Amid a heated war of words that followed a meeting between federal and provincial immigration ministers, Saskatchewan joined Ontario in choosing not to sign on the official communique released after the meeting.

"It is the Government of Saskatchewan's position that the government of Canada fully fund supports for asylum seekers that have arisen from recent federal policy decisions," Minister Jeremy Harrison said in a statement.

"Canada has yet to follow through on a commitment to fully support refugee transition and there is now added pressure for provinces to also support asylum seekers."

Quebec begged Ottawa to be relieved of its financial burden to people who illegally cross into Canada. If other provinces and territories don't want to be swamped with the government's enormous mistakes, it should join Ontario and Saskatchewan in refusing to take on the costs of future voters blocks.





Ahmed Hussen, fresh off calling Lisa MacLeod “Un-Canadian” for wanting border laws followed, tweeted a series of ‘facts’ about the border crisis.

(Sidebar: see here.)

Of course, his ‘facts’ were fake, designed to spread misinformation and distort what’s really happening.

On Twitter, Conservative Immigration Critic Michelle Rempel pushed back, shredding Hussen’s fake ‘facts’ and explaining what’s really happening: 

“This year, Illegal border crossing figures are currently at some of the highest in Canadian history. The Liberals try to spin it so that 1200+ people illegally crossing the border in one month is normal. These people have already reached the safety of the US. The # s/b zero.” ...

“Fact: In Ontario alone, the welfare costs associated with illegal border crossers from the US who have subsequently claimed asylum this year alone is $90M. This has not been accounted for in any federal budget.” ...

“Fact: Trudeau sent 80 IRCC staff to Montreal process the paperwork for illegal border crossers, and spent $179M of deficit funds to provide processing resources for illegal border crossers. Those resources could have been used to process those who are legally trying to enter.”  ...

“FACT: The wait times for Privately Sponsored Refugees – those patiently waiting overseas, many in UN refugee camps is over seven years in some areas. Under Trudeau, the wait time to enter Canada illegally from the US is zero days.” 

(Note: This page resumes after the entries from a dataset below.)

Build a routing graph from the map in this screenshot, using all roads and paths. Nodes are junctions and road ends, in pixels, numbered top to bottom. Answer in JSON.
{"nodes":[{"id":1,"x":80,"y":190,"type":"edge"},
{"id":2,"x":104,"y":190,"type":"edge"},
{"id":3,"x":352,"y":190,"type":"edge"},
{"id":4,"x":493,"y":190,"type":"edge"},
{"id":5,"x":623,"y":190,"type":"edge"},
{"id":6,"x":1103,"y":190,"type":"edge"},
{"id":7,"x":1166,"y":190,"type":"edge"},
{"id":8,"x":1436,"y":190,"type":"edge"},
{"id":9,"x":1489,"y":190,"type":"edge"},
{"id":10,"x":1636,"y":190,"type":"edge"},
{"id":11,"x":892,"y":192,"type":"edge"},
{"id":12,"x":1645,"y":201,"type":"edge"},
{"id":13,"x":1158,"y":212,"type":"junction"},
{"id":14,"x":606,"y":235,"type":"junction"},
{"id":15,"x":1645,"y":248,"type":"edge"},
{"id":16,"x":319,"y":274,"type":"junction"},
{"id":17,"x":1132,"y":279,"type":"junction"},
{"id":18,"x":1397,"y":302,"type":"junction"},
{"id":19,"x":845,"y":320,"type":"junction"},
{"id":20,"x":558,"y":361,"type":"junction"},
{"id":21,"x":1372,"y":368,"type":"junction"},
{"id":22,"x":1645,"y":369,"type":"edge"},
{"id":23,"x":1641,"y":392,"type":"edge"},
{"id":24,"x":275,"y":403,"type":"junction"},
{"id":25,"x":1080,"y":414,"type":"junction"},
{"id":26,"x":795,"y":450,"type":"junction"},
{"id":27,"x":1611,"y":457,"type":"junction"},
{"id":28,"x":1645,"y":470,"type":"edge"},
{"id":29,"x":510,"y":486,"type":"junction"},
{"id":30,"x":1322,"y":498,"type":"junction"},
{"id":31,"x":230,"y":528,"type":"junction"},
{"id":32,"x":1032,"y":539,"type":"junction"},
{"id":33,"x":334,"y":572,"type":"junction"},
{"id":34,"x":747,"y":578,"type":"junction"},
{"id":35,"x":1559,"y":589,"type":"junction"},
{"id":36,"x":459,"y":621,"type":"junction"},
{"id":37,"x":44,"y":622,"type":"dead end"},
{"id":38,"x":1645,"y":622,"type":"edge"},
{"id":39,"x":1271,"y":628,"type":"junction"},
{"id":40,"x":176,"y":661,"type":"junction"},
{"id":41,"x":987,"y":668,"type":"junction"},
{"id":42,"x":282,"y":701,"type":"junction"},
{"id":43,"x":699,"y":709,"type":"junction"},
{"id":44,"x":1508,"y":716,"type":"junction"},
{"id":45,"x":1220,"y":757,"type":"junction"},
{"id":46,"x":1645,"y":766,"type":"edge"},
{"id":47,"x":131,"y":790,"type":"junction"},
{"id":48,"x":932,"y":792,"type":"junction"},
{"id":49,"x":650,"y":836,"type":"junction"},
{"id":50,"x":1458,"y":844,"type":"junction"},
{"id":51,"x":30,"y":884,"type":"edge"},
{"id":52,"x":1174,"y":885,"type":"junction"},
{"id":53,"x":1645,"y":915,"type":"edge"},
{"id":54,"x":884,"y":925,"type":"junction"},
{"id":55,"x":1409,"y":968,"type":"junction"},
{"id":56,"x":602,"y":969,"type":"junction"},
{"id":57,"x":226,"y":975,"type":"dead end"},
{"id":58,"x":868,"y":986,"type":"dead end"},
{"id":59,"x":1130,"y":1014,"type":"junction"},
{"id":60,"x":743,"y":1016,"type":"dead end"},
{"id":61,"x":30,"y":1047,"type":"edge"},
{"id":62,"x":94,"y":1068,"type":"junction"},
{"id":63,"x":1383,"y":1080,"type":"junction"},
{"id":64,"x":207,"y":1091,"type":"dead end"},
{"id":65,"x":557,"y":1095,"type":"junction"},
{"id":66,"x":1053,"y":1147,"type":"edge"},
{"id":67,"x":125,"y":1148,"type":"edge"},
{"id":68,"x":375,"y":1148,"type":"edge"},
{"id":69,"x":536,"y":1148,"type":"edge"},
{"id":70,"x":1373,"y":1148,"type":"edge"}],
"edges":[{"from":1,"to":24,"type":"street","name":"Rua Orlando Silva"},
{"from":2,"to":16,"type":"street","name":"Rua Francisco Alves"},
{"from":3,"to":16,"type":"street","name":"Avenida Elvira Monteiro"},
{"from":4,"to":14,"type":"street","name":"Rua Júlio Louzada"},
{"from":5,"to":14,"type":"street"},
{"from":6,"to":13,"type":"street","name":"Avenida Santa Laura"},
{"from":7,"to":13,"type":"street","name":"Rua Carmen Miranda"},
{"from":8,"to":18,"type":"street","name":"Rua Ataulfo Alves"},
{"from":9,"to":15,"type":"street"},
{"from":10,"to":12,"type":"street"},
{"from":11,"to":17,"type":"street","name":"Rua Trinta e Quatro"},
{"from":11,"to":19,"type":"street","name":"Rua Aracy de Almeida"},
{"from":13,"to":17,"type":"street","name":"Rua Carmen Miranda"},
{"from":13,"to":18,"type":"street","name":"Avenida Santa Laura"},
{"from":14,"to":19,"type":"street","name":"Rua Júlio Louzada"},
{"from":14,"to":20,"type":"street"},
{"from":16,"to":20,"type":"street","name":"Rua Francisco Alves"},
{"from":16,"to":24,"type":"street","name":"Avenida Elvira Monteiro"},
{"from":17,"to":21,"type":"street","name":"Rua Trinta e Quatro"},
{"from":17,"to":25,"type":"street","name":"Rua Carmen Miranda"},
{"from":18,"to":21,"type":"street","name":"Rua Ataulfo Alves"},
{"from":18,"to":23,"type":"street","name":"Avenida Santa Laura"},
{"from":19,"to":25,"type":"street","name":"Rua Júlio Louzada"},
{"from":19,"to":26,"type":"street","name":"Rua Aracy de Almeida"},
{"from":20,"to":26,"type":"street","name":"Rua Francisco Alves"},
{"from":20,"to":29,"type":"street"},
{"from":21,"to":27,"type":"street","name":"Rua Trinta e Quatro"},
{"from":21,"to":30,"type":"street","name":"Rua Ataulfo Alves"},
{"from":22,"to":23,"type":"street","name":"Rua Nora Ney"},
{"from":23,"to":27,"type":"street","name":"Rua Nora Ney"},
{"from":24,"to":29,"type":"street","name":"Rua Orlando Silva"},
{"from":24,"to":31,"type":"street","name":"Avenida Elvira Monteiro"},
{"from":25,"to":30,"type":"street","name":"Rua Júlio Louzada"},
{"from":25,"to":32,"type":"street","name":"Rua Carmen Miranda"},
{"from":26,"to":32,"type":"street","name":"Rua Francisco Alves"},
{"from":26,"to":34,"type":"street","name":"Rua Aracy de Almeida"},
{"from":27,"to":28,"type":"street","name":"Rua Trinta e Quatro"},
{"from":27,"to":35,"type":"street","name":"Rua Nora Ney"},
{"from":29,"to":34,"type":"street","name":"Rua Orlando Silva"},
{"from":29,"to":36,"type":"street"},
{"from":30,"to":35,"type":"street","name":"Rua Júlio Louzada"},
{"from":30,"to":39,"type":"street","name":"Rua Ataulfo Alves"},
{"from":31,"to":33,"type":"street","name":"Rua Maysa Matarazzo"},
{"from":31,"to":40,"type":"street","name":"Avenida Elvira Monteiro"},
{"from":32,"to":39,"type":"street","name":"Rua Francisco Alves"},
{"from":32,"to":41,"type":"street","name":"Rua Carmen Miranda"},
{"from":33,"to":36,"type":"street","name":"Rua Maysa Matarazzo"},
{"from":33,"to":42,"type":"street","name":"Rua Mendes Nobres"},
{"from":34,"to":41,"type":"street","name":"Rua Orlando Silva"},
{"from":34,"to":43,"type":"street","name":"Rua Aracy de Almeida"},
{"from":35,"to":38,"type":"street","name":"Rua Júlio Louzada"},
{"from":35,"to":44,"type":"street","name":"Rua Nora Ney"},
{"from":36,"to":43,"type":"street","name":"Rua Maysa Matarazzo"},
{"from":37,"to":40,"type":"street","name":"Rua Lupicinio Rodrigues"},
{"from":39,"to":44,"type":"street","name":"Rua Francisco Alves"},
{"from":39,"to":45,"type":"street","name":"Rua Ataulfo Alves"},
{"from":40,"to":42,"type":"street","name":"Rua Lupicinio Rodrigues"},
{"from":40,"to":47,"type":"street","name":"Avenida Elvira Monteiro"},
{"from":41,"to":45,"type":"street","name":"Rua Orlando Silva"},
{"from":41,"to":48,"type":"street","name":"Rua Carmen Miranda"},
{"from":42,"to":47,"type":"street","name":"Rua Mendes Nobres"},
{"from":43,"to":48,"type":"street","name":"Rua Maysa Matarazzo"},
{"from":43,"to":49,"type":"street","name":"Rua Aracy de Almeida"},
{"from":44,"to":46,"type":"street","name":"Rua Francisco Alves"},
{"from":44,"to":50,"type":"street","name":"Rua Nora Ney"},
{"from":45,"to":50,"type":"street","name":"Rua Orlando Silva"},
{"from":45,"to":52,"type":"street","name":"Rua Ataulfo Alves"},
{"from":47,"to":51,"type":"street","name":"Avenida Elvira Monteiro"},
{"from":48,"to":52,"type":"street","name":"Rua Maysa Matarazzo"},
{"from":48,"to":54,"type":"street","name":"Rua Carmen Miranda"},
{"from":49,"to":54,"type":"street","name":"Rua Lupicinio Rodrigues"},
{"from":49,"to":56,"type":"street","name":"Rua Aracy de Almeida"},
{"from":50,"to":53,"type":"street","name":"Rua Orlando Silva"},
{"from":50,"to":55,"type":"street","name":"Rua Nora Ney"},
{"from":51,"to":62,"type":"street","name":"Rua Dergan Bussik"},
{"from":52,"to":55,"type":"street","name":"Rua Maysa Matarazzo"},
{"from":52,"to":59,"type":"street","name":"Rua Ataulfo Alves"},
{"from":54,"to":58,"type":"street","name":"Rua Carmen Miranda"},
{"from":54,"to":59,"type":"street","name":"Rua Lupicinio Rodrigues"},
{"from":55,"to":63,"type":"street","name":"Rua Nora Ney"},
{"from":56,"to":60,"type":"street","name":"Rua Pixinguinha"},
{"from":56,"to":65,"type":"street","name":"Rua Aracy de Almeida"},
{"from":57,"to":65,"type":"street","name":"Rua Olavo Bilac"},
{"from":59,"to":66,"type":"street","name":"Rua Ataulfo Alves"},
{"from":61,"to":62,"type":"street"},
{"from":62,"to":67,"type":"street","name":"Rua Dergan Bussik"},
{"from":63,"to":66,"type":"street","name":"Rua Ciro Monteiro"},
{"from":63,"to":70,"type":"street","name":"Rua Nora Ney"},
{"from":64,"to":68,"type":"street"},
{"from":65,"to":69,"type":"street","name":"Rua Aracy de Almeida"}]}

Hussen, who would not answer Michelle Rempel whether or not an immigration guide would warn against FGM, simply became unreasonable and defensive and took to calling others "un-Canadian" because he is now the face of a gigantic election-losing issue.

Slicing up girls is un-Canadian, Ahmed.


Also - this must be embarrassing for Hussen:

On March 19, 2018 Hussen appeared before the House of Commons immigration committee. He was asked not once but twice about the use of the term illegal and he said he was fine with it and used it himself.

I have used the word “illegal” and I have used the word “irregular” and I think both are accurate,” Hussen told Conservative MP David Tilson.

Well, that must be hard to weasel out of, Ahmed.





It is now clear that Ahmed Hussen’s attack on Lisa MacLeod – where he called her “Un-Canadian” – wasn’t just a one-off.

It’s official Trudeau Liberal policy.

That’s the obvious message from a recent tweet by Trudeau’s best buddy Gerald Butts:
“Enough is enough. It’s time to stand up to this divisive fear-mongering about asylum seekers. Let’s not allow the alt-right to do here what they’re doing elsewhere.” ...
The Trudeau Liberals have lost their minds.

Just months ago, they were calling the border crossings illegal. There are signs at the border that point out it is illegal to cross outside of official border crossings.


Now, they’re attacking us as “Un-Canadian” for wanting our border laws respected, and they’re insanely claiming that support for borders as an “alt-right” position.

Keep in mind, a recent poll shows 67% of Ontarians siding with Doug Ford over Justin Trudeau when it comes to the border – with those 67% supporting Ford’s correct argument that the illegal border crossing crisis is 100% the responsibility of the Trudeau.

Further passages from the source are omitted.